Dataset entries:
===============

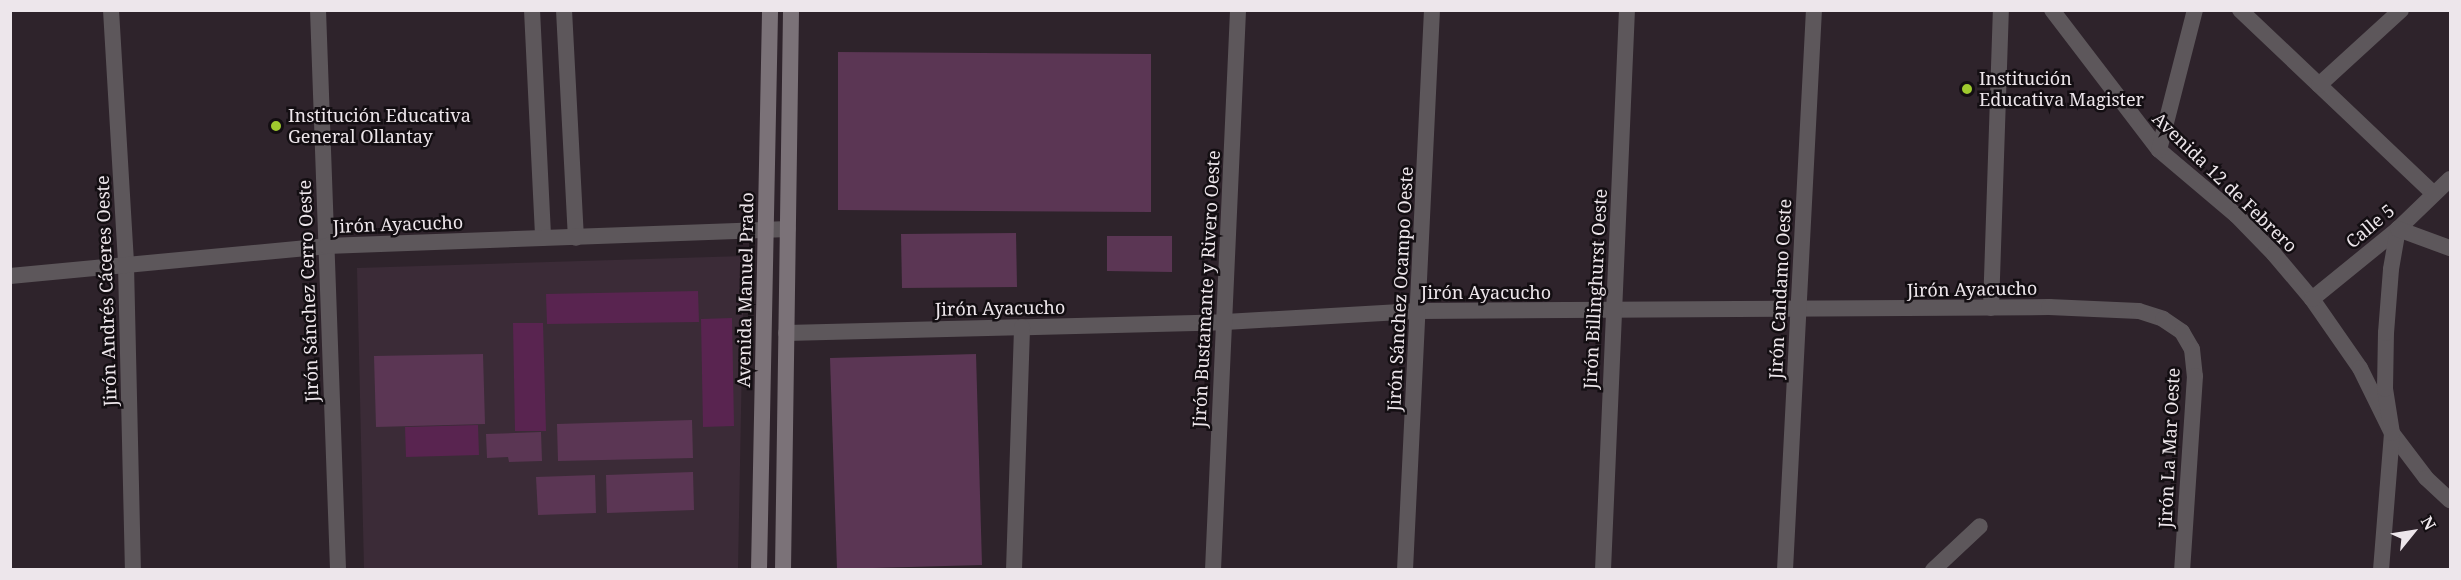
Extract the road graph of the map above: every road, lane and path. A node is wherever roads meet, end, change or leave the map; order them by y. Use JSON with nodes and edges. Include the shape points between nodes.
{"nodes":[{"id":1,"x":111,"y":10,"type":"edge"},
{"id":2,"x":318,"y":10,"type":"edge"},
{"id":3,"x":532,"y":10,"type":"edge"},
{"id":4,"x":564,"y":10,"type":"edge"},
{"id":5,"x":770,"y":10,"type":"edge"},
{"id":6,"x":790,"y":10,"type":"edge"},
{"id":7,"x":1238,"y":10,"type":"edge"},
{"id":8,"x":1432,"y":10,"type":"edge"},
{"id":9,"x":1627,"y":10,"type":"edge"},
{"id":10,"x":1814,"y":10,"type":"edge"},
{"id":11,"x":2001,"y":10,"type":"edge"},
{"id":12,"x":2052,"y":10,"type":"edge"},
{"id":13,"x":2195,"y":10,"type":"edge"},
{"id":14,"x":2240,"y":10,"type":"edge"},
{"id":15,"x":2401,"y":10,"type":"edge"},
{"id":16,"x":2319,"y":85,"type":"junction"},
{"id":17,"x":2159,"y":150,"type":"junction"},
{"id":18,"x":2451,"y":179,"type":"edge"},
{"id":19,"x":2434,"y":194,"type":"junction"},
{"id":20,"x":788,"y":229,"type":"junction"},
{"id":21,"x":2398,"y":229,"type":"junction"},
{"id":22,"x":766,"y":230,"type":"junction"},
{"id":23,"x":543,"y":238,"type":"junction"},
{"id":24,"x":576,"y":238,"type":"junction"},
{"id":25,"x":326,"y":246,"type":"junction"},
{"id":26,"x":2451,"y":248,"type":"edge"},
{"id":27,"x":126,"y":265,"type":"junction"},
{"id":28,"x":10,"y":276,"type":"edge"},
{"id":29,"x":2312,"y":299,"type":"junction"},
{"id":30,"x":1991,"y":308,"type":"junction"},
{"id":31,"x":1798,"y":310,"type":"junction"},
{"id":32,"x":1418,"y":311,"type":"junction"},
{"id":33,"x":1613,"y":311,"type":"junction"},
{"id":34,"x":1225,"y":322,"type":"junction"},
{"id":35,"x":1022,"y":327,"type":"junction"},
{"id":36,"x":2182,"y":332,"type":"joint"},
{"id":37,"x":786,"y":333,"type":"junction"},
{"id":38,"x":2392,"y":433,"type":"junction"},
{"id":39,"x":2451,"y":500,"type":"edge"},
{"id":40,"x":1980,"y":526,"type":"dead end"},
{"id":41,"x":134,"y":570,"type":"edge"},
{"id":42,"x":338,"y":570,"type":"edge"},
{"id":43,"x":759,"y":570,"type":"edge"},
{"id":44,"x":783,"y":570,"type":"edge"},
{"id":45,"x":1014,"y":570,"type":"edge"},
{"id":46,"x":1213,"y":570,"type":"edge"},
{"id":47,"x":1405,"y":570,"type":"edge"},
{"id":48,"x":1603,"y":570,"type":"edge"},
{"id":49,"x":1785,"y":570,"type":"edge"},
{"id":50,"x":1933,"y":570,"type":"edge"},
{"id":51,"x":2182,"y":570,"type":"edge"},
{"id":52,"x":2381,"y":570,"type":"edge"}],
"edges":[{"from":1,"to":27,"type":"street","name":"Jirón Andrés Cáceres Oeste"},
{"from":2,"to":25,"type":"street","name":"Jirón Sánchez Cerro Oeste"},
{"from":3,"to":23,"type":"street"},
{"from":4,"to":24,"type":"street"},
{"from":5,"to":22,"type":"main road","name":"Avenida Manuel Prado"},
{"from":6,"to":20,"type":"main road"},
{"from":7,"to":34,"type":"street","name":"Jirón Bustamante y Rivero Oeste"},
{"from":8,"to":32,"type":"street","name":"Jirón Sánchez Ocampo Oeste"},
{"from":9,"to":33,"type":"street","name":"Jirón Billinghurst Oeste"},
{"from":10,"to":31,"type":"street","name":"Jirón Candamo Oeste"},
{"from":11,"to":30,"type":"street"},
{"from":12,"to":17,"type":"street","name":"Avenida 12 de Febrero"},
{"from":13,"to":17,"type":"street"},
{"from":14,"to":16,"type":"street"},
{"from":15,"to":16,"type":"street"},
{"from":16,"to":19,"type":"street"},
{"from":17,"to":29,"type":"street","name":"Avenida 12 de Febrero","via":[[2236,215]]},
{"from":18,"to":19,"type":"street","name":"Calle 5"},
{"from":19,"to":21,"type":"street","name":"Calle 5"},
{"from":20,"to":22,"type":"street","name":"Jirón Ayacucho"},
{"from":20,"to":37,"type":"main road"},
{"from":21,"to":26,"type":"street"},
{"from":21,"to":29,"type":"street","name":"Calle 5"},
{"from":21,"to":38,"type":"street","via":[[2384,360]]},
{"from":22,"to":24,"type":"street","name":"Jirón Ayacucho"},
{"from":22,"to":43,"type":"main road","name":"Avenida Manuel Prado"},
{"from":23,"to":24,"type":"street","name":"Jirón Ayacucho"},
{"from":23,"to":25,"type":"street","name":"Jirón Ayacucho"},
{"from":25,"to":27,"type":"street","name":"Jirón Ayacucho"},
{"from":25,"to":42,"type":"street","name":"Jirón Sánchez Cerro Oeste"},
{"from":27,"to":28,"type":"street","name":"Jirón Ayacucho"},
{"from":27,"to":41,"type":"street","name":"Jirón Andrés Cáceres Oeste"},
{"from":29,"to":38,"type":"street","name":"Avenida 12 de Febrero","via":[[2360,368]]},
{"from":30,"to":31,"type":"street","name":"Jirón Ayacucho"},
{"from":30,"to":36,"type":"street","name":"Jirón Ayacucho","via":[[2139,311],[2163,319]]},
{"from":31,"to":33,"type":"street","name":"Jirón Ayacucho"},
{"from":31,"to":49,"type":"street","name":"Jirón Candamo Oeste"},
{"from":32,"to":33,"type":"street","name":"Jirón Ayacucho"},
{"from":32,"to":34,"type":"street","name":"Jirón Ayacucho"},
{"from":32,"to":47,"type":"street","name":"Jirón Sánchez Ocampo Oeste"},
{"from":33,"to":48,"type":"street","name":"Jirón Billinghurst Oeste"},
{"from":34,"to":35,"type":"street","name":"Jirón Ayacucho"},
{"from":34,"to":46,"type":"street","name":"Jirón Bustamante y Rivero Oeste"},
{"from":35,"to":37,"type":"street","name":"Jirón Ayacucho"},
{"from":35,"to":45,"type":"street"},
{"from":36,"to":51,"type":"street","name":"Jirón La Mar Oeste","via":[[2192,349],[2195,376]]},
{"from":37,"to":44,"type":"main road"},
{"from":38,"to":39,"type":"street","name":"Avenida 12 de Febrero","via":[[2426,478]]},
{"from":38,"to":52,"type":"street"},
{"from":40,"to":50,"type":"street"}]}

===============

_Task prompt_:
Look through the entries above and report each line where the string "Sánchez" occurs.

_Reply_:
{"from":2,"to":25,"type":"street","name":"Jirón Sánchez Cerro Oeste"},
{"from":8,"to":32,"type":"street","name":"Jirón Sánchez Ocampo Oeste"},
{"from":25,"to":42,"type":"street","name":"Jirón Sánchez Cerro Oeste"},
{"from":32,"to":47,"type":"street","name":"Jirón Sánchez Ocampo Oeste"},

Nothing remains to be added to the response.